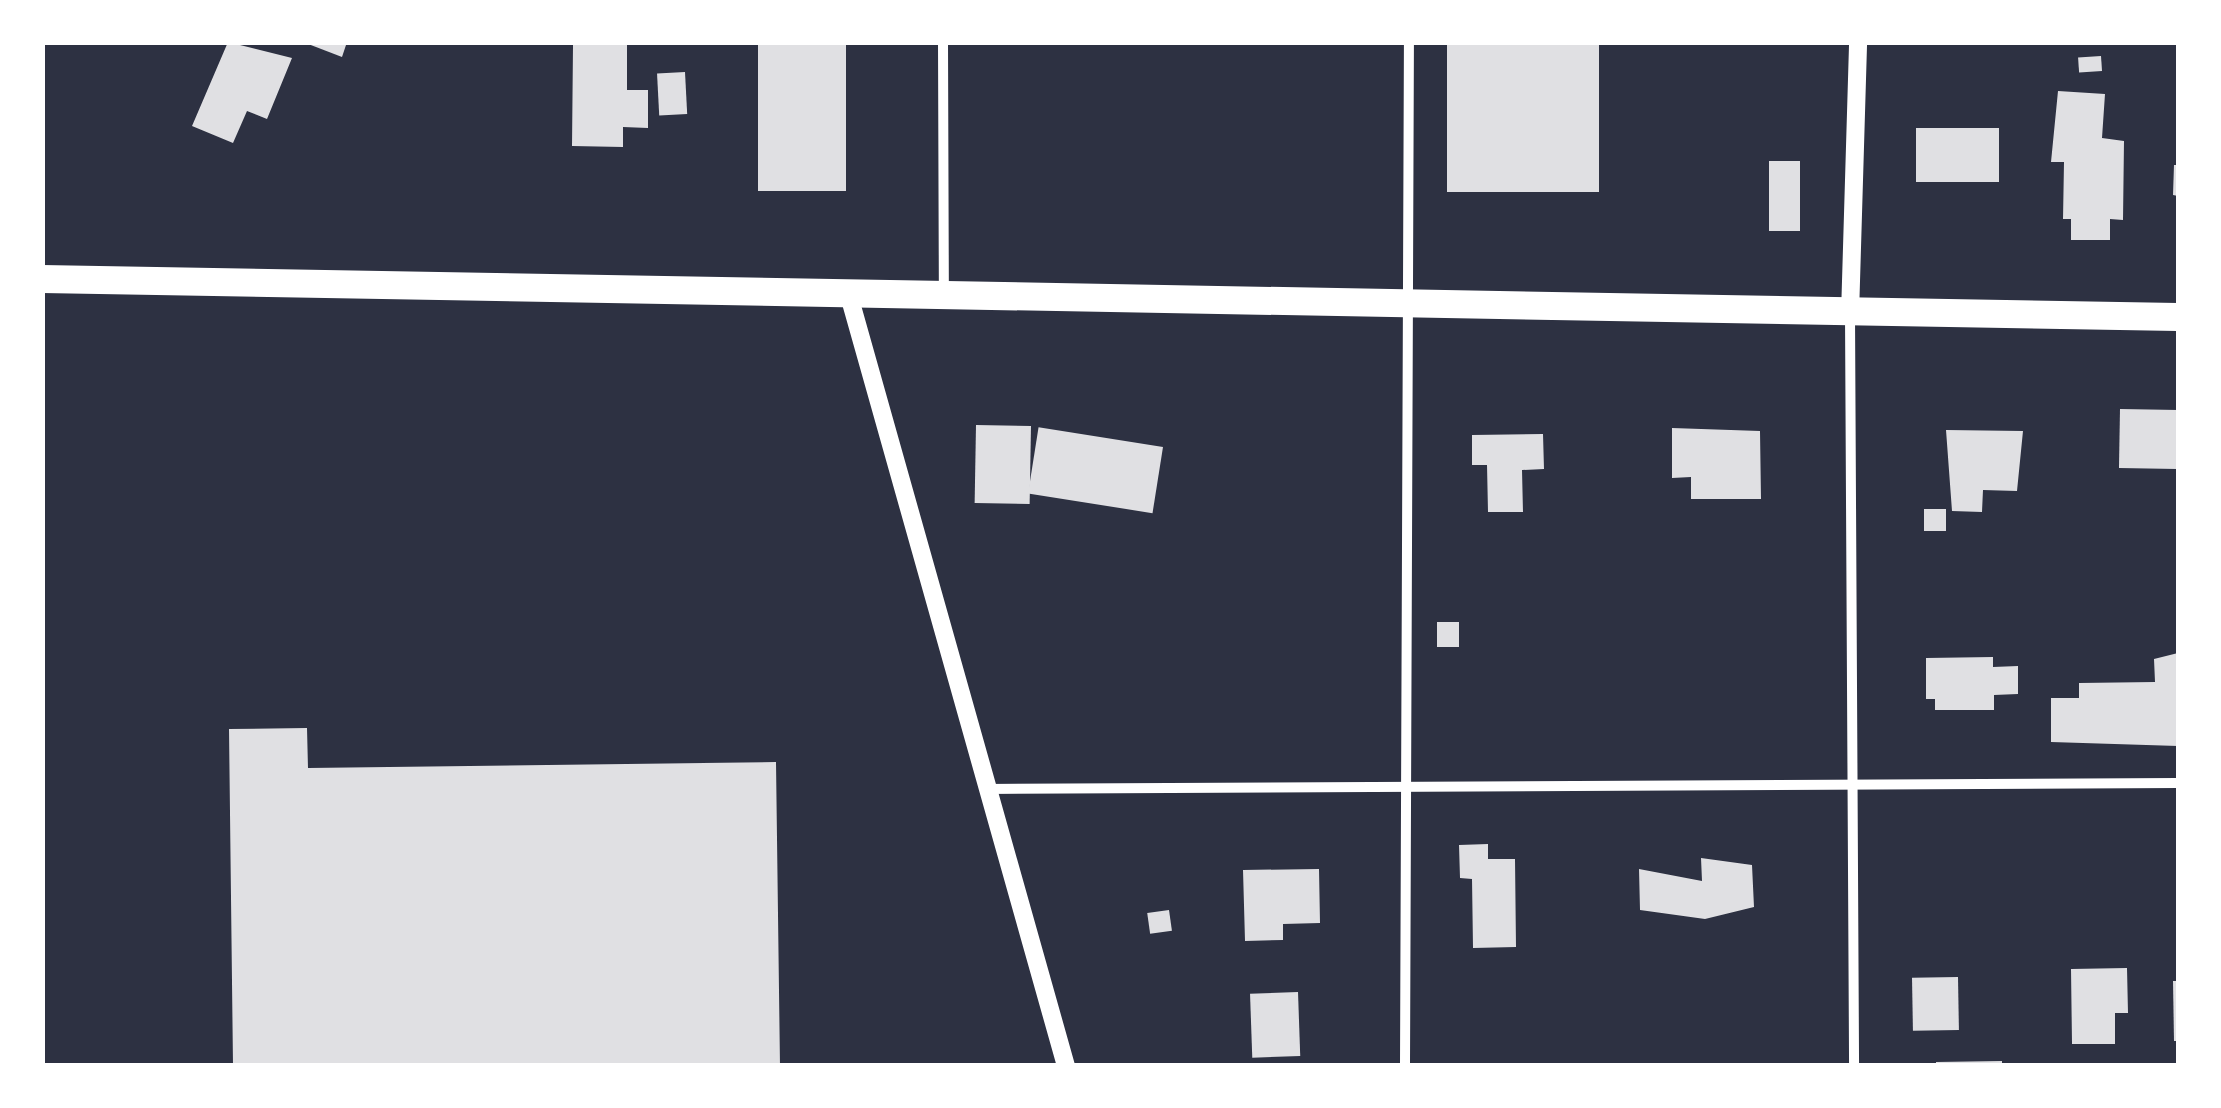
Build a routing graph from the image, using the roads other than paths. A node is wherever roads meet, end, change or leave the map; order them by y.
1 (942, 42) edge
2 (1409, 42) edge
3 (1858, 42) edge
4 (56, 279) edge
5 (848, 292) junction
6 (944, 293) junction
7 (1404, 302) junction
8 (1850, 315) junction
9 (2178, 316) edge
10 (2178, 782) edge
11 (1856, 784) junction
12 (986, 789) junction
13 (1406, 793) junction
14 (1066, 1066) edge
15 (1405, 1066) edge
16 (1854, 1066) edge

1 - 6 street
2 - 7 street
3 - 8 street
4 - 5 highway
5 - 6 highway
5 - 12 street
6 - 7 highway
7 - 8 highway
7 - 13 street
8 - 9 highway
8 - 11 street
10 - 11 street
11 - 13 street
11 - 16 street
12 - 13 street
12 - 14 street
13 - 15 street

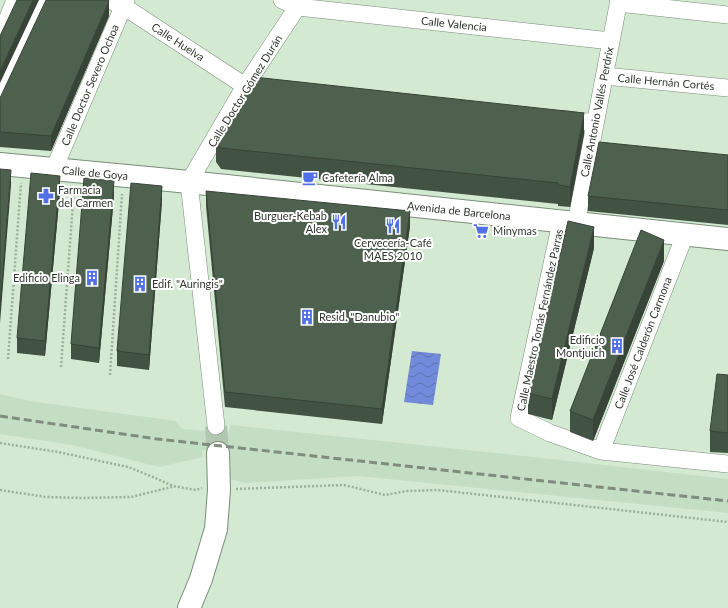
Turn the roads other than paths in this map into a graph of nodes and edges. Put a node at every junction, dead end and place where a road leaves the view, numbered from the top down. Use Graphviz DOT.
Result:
graph roads {
  1 [pos="15,0"];
  2 [pos="44,0"];
  3 [pos="282,0"];
  4 [pos="120,2"];
  5 [pos="618,2"];
  6 [pos="300,4"];
  7 [pos="728,15"];
  8 [pos="2,22"];
  9 [pos="611,41"];
  10 [pos="605,76"];
  11 [pos="245,86"];
  12 [pos="728,88"];
  13 [pos="285,90"];
  14 [pos="0,102"];
  15 [pos="546,118"];
  16 [pos="595,123"];
  17 [pos="0,164"];
  18 [pos="54,169"];
  19 [pos="189,182"];
  20 [pos="568,222"];
  21 [pos="685,235"];
  22 [pos="728,239"];
  23 [pos="216,426"];
  24 [pos="601,451"];
  25 [pos="218,453"];
  26 [pos="728,464"];
  27 [pos="189,608"];
  1 -- 8 [label="street"];
  2 -- 14 [label="street"];
  3 -- 6 [label="street, Calle Valencia"];
  4 -- 11 [label="street, Calle Huelva"];
  4 -- 18 [label="street, Calle Doctor Severo Ochoa"];
  5 -- 7 [label="street"];
  5 -- 9 [label="street, Calle Antonio Vallés Perdrix"];
  6 -- 9 [label="street, Calle Valencia"];
  6 -- 11 [label="street, Calle Doctor Gómez Durán"];
  9 -- 10 [label="street, Calle Antonio Vallés Perdrix"];
  10 -- 12 [label="street, Calle Hernán Cortés"];
  10 -- 16 [label="street, Calle Antonio Vallés Perdrix"];
  11 -- 13 [label="street"];
  11 -- 19 [label="street, Calle Doctor Gómez Durán"];
  15 -- 16 [label="street"];
  16 -- 20 [label="street, Calle Antonio Vallés Perdrix"];
  17 -- 18 [label="street, Calle de Goya"];
  18 -- 19 [label="street, Calle de Goya"];
  19 -- 20 [label="street, Avenida de Barcelona"];
  19 -- 23 [label="street"];
  20 -- 21 [label="street, Avenida de Barcelona"];
  20 -- 24 [label="street, Calle Maestro Tomás Fernández Parras"];
  21 -- 22 [label="street, Avenida de Barcelona"];
  21 -- 24 [label="street, Calle José Calderón Carmona"];
  24 -- 26 [label="street"];
  25 -- 27 [label="street"];
}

§ **INSTRUCTIONS TO FOLLOW**
Omit the pictures, then output the rest of the listing exactly.

§ **ANSWER FOR THE TASK**
Build a routing graph from the image, using the roads other than paths. A node is wherever roads meet, end, change or leave the map; order them by y.
1 (942, 42) edge
2 (1409, 42) edge
3 (1858, 42) edge
4 (56, 279) edge
5 (848, 292) junction
6 (944, 293) junction
7 (1404, 302) junction
8 (1850, 315) junction
9 (2178, 316) edge
10 (2178, 782) edge
11 (1856, 784) junction
12 (986, 789) junction
13 (1406, 793) junction
14 (1066, 1066) edge
15 (1405, 1066) edge
16 (1854, 1066) edge

1 - 6 street
2 - 7 street
3 - 8 street
4 - 5 highway
5 - 6 highway
5 - 12 street
6 - 7 highway
7 - 8 highway
7 - 13 street
8 - 9 highway
8 - 11 street
10 - 11 street
11 - 13 street
11 - 16 street
12 - 13 street
12 - 14 street
13 - 15 street

Turn the roads other than paths in this map into a graph of nodes and edges. Put a node at every junction, dead end and place where a road leaves the view, numbered from the top down. Use Graphviz DOT.
Result:
graph roads {
  1 [pos="15,0"];
  2 [pos="44,0"];
  3 [pos="282,0"];
  4 [pos="120,2"];
  5 [pos="618,2"];
  6 [pos="300,4"];
  7 [pos="728,15"];
  8 [pos="2,22"];
  9 [pos="611,41"];
  10 [pos="605,76"];
  11 [pos="245,86"];
  12 [pos="728,88"];
  13 [pos="285,90"];
  14 [pos="0,102"];
  15 [pos="546,118"];
  16 [pos="595,123"];
  17 [pos="0,164"];
  18 [pos="54,169"];
  19 [pos="189,182"];
  20 [pos="568,222"];
  21 [pos="685,235"];
  22 [pos="728,239"];
  23 [pos="216,426"];
  24 [pos="601,451"];
  25 [pos="218,453"];
  26 [pos="728,464"];
  27 [pos="189,608"];
  1 -- 8 [label="street"];
  2 -- 14 [label="street"];
  3 -- 6 [label="street, Calle Valencia"];
  4 -- 11 [label="street, Calle Huelva"];
  4 -- 18 [label="street, Calle Doctor Severo Ochoa"];
  5 -- 7 [label="street"];
  5 -- 9 [label="street, Calle Antonio Vallés Perdrix"];
  6 -- 9 [label="street, Calle Valencia"];
  6 -- 11 [label="street, Calle Doctor Gómez Durán"];
  9 -- 10 [label="street, Calle Antonio Vallés Perdrix"];
  10 -- 12 [label="street, Calle Hernán Cortés"];
  10 -- 16 [label="street, Calle Antonio Vallés Perdrix"];
  11 -- 13 [label="street"];
  11 -- 19 [label="street, Calle Doctor Gómez Durán"];
  15 -- 16 [label="street"];
  16 -- 20 [label="street, Calle Antonio Vallés Perdrix"];
  17 -- 18 [label="street, Calle de Goya"];
  18 -- 19 [label="street, Calle de Goya"];
  19 -- 20 [label="street, Avenida de Barcelona"];
  19 -- 23 [label="street"];
  20 -- 21 [label="street, Avenida de Barcelona"];
  20 -- 24 [label="street, Calle Maestro Tomás Fernández Parras"];
  21 -- 22 [label="street, Avenida de Barcelona"];
  21 -- 24 [label="street, Calle José Calderón Carmona"];
  24 -- 26 [label="street"];
  25 -- 27 [label="street"];
}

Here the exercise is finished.